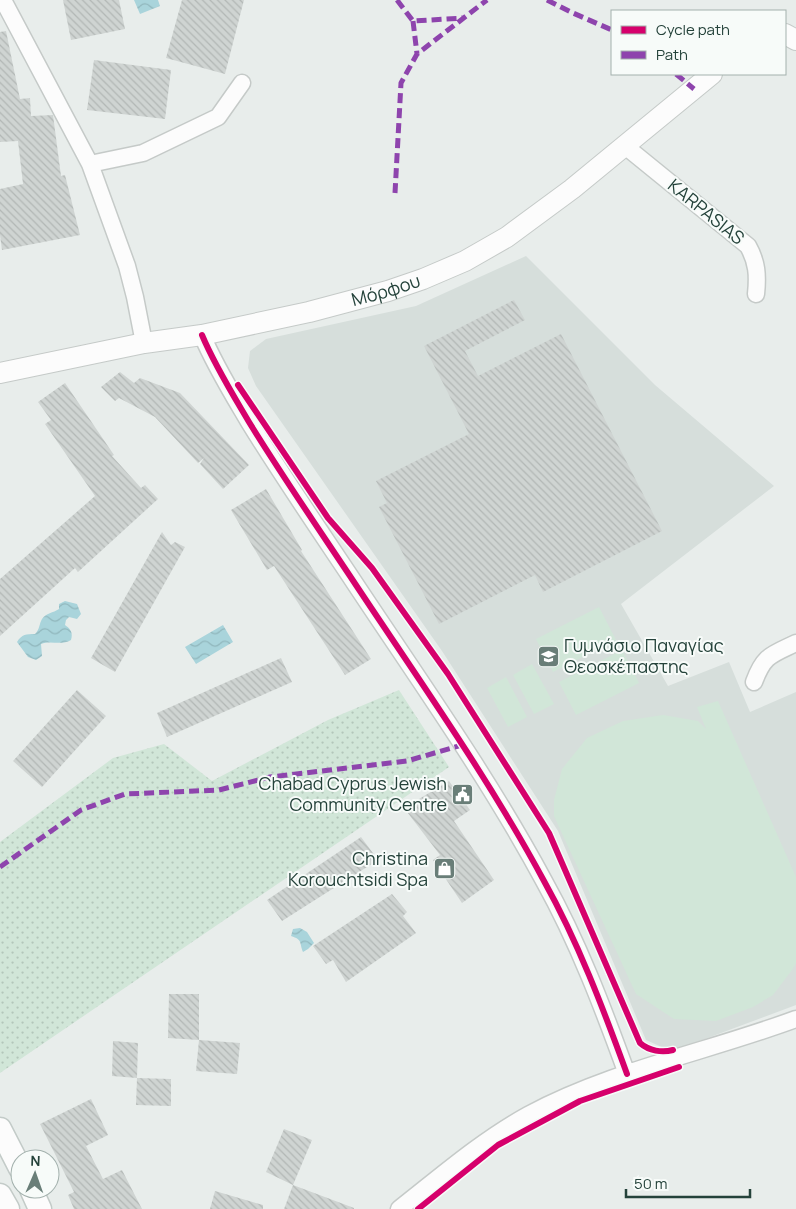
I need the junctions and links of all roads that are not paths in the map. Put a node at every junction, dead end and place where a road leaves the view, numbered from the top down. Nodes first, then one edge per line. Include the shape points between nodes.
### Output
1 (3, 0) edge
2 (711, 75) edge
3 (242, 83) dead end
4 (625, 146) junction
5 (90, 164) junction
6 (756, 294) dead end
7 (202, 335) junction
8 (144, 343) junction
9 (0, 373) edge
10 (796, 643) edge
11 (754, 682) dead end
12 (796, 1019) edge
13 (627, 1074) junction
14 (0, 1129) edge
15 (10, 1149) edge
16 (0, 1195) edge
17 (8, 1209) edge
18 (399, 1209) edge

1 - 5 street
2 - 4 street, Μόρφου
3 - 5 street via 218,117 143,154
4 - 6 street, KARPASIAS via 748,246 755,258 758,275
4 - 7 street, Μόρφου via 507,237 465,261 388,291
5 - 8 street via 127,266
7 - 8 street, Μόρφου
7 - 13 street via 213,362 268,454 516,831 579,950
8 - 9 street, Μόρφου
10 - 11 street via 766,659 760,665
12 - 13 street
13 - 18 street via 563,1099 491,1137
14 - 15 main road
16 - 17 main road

......

Task goal –
All of the entries above should be duplicated exactly, except for the pictures.

Answer section –
I need the junctions and links of all roads that are not paths in the map. Put a node at every junction, dead end and place where a road leaves the view, numbered from the top down. Nodes first, then one edge per line. Include the shape points between nodes.
### Output
1 (3, 0) edge
2 (711, 75) edge
3 (242, 83) dead end
4 (625, 146) junction
5 (90, 164) junction
6 (756, 294) dead end
7 (202, 335) junction
8 (144, 343) junction
9 (0, 373) edge
10 (796, 643) edge
11 (754, 682) dead end
12 (796, 1019) edge
13 (627, 1074) junction
14 (0, 1129) edge
15 (10, 1149) edge
16 (0, 1195) edge
17 (8, 1209) edge
18 (399, 1209) edge

1 - 5 street
2 - 4 street, Μόρφου
3 - 5 street via 218,117 143,154
4 - 6 street, KARPASIAS via 748,246 755,258 758,275
4 - 7 street, Μόρφου via 507,237 465,261 388,291
5 - 8 street via 127,266
7 - 8 street, Μόρφου
7 - 13 street via 213,362 268,454 516,831 579,950
8 - 9 street, Μόρφου
10 - 11 street via 766,659 760,665
12 - 13 street
13 - 18 street via 563,1099 491,1137
14 - 15 main road
16 - 17 main road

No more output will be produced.